● **Dataset items**:
%%

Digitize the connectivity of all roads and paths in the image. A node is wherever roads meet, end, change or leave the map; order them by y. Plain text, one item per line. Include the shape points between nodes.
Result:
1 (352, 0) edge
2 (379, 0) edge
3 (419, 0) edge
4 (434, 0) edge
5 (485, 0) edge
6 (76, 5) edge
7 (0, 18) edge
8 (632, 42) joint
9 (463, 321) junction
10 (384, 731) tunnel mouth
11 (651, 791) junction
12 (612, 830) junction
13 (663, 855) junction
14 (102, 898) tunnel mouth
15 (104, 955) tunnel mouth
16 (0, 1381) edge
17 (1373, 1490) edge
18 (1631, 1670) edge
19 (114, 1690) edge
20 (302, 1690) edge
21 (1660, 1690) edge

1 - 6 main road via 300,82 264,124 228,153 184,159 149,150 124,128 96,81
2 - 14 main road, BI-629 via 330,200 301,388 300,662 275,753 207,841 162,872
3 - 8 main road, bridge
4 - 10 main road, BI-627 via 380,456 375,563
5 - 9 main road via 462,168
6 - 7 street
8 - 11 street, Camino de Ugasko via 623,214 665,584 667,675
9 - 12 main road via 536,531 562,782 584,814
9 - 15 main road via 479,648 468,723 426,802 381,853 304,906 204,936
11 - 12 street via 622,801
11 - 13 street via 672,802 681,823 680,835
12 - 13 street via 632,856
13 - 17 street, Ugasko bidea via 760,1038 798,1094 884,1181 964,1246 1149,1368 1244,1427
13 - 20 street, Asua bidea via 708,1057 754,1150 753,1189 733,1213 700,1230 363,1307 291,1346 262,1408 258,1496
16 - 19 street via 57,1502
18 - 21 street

%%
%%

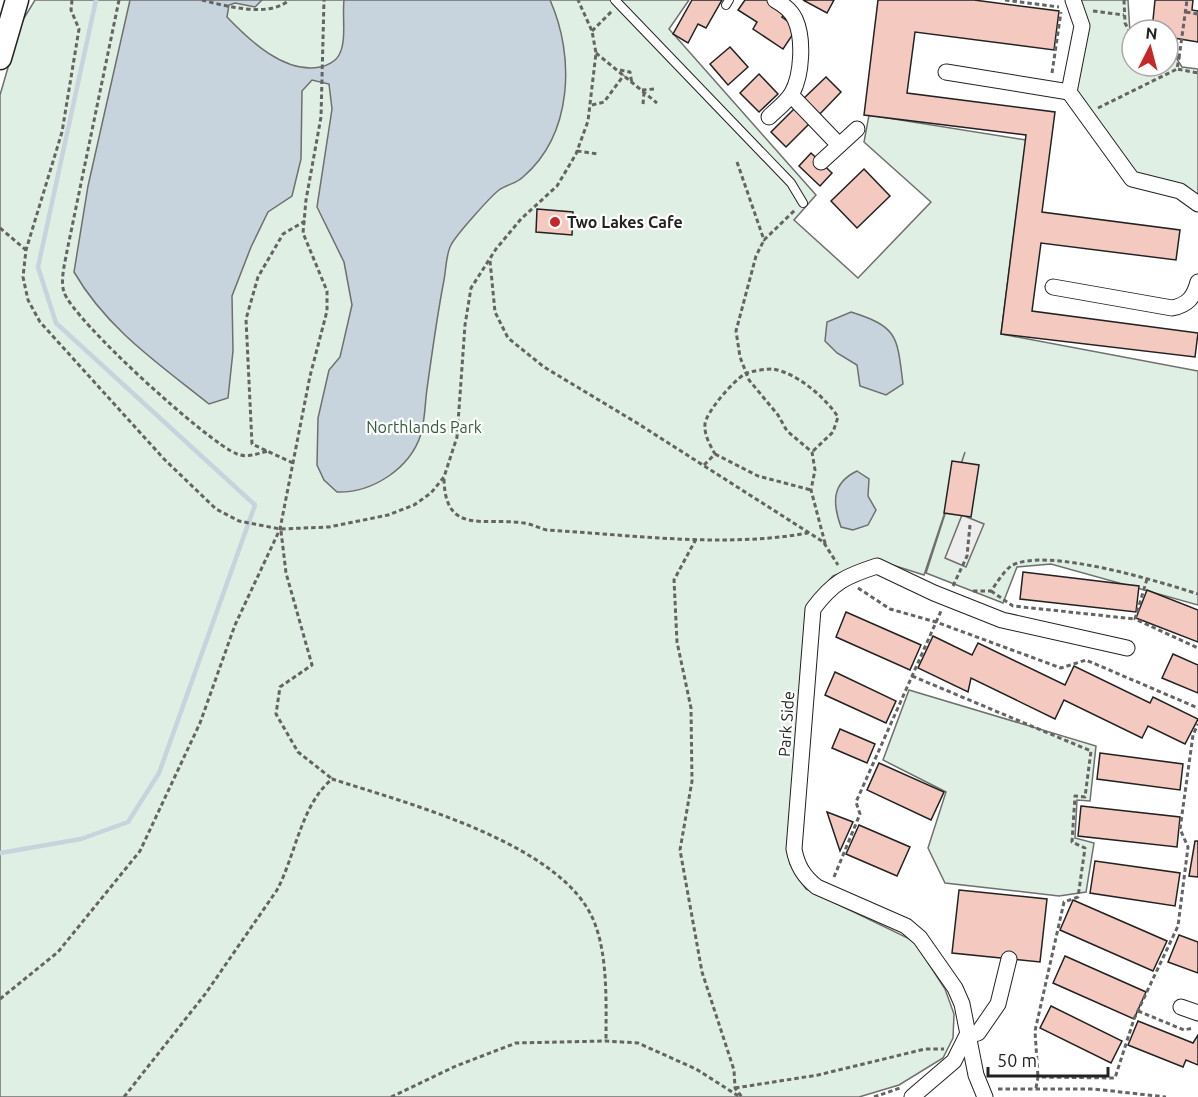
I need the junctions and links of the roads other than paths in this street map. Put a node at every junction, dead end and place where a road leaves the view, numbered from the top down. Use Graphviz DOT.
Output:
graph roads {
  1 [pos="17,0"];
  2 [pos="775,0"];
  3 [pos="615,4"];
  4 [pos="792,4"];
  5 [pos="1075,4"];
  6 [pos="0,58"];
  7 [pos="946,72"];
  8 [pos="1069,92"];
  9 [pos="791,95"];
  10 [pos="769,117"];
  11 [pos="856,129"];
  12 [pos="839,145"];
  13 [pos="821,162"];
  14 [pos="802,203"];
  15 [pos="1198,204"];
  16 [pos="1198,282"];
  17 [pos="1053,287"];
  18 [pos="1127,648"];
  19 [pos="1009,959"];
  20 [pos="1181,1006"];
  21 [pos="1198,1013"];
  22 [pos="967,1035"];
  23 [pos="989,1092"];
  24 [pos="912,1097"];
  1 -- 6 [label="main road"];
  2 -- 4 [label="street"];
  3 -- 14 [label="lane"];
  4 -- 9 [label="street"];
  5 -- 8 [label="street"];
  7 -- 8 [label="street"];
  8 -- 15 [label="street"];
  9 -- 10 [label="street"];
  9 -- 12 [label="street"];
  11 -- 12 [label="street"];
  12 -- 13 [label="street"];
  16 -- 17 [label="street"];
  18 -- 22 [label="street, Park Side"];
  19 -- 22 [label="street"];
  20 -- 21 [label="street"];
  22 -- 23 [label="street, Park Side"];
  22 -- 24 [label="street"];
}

%%

● **Exercise aim**: Which lines above include the word "node"? Show each one.

● **Solved exercise**:
Digitize the connectivity of all roads and paths in the image. A node is wherever roads meet, end, change or leave the map; order them by y. Plain text, one item per line. Include the shape points between nodes.
I need the junctions and links of the roads other than paths in this street map. Put a node at every junction, dead end and place where a road leaves the view, numbered from the top down. Use Graphviz DOT.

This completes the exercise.